The South African War

While no one was likely to dispute these conclusions, it had to be remembered that the transport by rail even of exceptionally large bodies of Volunteers, carrying their rifles only, was a very different matter from the conveyance, under conditions of great pressure, of large forces of troops accompanied by horses, guns, ammunition, road wagons, stores and other necessaries for prospective actual warfare. So the accepted capacity of the British railways had still to stand the test of actual war conditions, with or without the accompaniment of invasion; and this test was applied, to a certain extent, by the South African War.

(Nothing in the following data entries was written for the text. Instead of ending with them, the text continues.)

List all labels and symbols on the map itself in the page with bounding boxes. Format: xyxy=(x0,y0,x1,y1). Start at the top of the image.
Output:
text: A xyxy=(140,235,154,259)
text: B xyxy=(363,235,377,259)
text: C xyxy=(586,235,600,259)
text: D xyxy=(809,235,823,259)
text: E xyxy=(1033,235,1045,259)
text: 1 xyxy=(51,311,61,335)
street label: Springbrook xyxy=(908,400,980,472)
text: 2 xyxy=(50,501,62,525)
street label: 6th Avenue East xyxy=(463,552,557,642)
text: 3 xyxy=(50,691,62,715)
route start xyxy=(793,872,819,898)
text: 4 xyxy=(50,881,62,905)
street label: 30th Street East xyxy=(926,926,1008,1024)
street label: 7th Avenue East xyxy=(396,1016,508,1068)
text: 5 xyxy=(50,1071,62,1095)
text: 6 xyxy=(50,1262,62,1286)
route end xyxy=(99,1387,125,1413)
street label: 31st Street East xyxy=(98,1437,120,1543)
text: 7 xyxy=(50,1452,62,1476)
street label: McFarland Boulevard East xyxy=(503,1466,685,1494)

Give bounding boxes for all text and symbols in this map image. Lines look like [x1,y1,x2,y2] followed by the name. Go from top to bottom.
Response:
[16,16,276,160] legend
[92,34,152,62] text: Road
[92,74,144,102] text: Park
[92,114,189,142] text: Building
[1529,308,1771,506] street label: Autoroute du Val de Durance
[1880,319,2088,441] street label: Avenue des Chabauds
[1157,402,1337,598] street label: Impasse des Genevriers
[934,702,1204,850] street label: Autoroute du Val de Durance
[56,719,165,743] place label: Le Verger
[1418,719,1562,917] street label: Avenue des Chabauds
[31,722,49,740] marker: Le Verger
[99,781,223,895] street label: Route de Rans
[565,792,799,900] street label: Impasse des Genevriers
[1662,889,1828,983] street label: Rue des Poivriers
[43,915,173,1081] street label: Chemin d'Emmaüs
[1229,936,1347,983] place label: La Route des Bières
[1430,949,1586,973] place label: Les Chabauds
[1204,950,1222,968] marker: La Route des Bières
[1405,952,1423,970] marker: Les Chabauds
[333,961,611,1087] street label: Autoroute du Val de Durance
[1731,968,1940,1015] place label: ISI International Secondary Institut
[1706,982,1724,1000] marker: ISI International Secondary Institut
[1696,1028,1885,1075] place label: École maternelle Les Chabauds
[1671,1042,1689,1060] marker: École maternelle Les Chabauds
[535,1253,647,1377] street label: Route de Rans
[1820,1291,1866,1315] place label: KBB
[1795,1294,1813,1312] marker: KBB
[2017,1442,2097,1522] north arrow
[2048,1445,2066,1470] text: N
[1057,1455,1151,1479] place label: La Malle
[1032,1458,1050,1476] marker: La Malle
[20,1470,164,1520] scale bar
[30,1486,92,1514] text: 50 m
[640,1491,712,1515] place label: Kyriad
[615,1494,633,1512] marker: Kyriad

The bulk of the military traffic on that occasion passed over the lines of the London and South Western Railway Company, troops from all parts of the country being conveyed by different routes and different lines of railway to Southampton, whence they and their stores, etc., were shipped to the Cape. Such was the magnitude of this traffic that between the outbreak of the war, in 1899, and the end of 1900 there were carried on the London and South Western, and despatched from Southampton, 6,160 officers; 229,097 men; 29,500 horses; and 1,085 wheeled vehicles. The conveyance of this traffic involved the running of 1,154 special trains, in addition to a large number of others carrying baggage, stores, etc. At times the pressure was very great. On October 20, 1899, five transports sailed from Southampton with 167 officers and 4,756 men, besides guns horses and wagons. Yet the whole of the operations were conducted with perfect smoothness, there being no overtaxing either of the railway facilities or of the dock accommodation.[33]

Much of this smoothness of working was due to the fact that the War Office had, in accordance with the principle adopted on the appointment of the War Railway Council, stationed at Southampton a Railway Transport Officer who was to act as a connecting link, or intermediary, between the railway, the docks, the military and the Admiralty authorities, co-ordinating their requirements, superintending the arrivals by train, arranging for and directing the embarkation of the troops and their equipment in the transports allotted to them, and preventing any of that confusion which otherwise might well have arisen. Similar officers had also been stationed by the War Office at leading railway stations throughout the country to ensure co-operation between the military and the railway staffs and, while avoiding the possibility of friction or complications, facilitate the handling of the military traffic.

In the account to be given in Chapter XVI. of "Railways in the Boer War," it will be shown that a like course was pursued in South Africa for the duration of the campaign.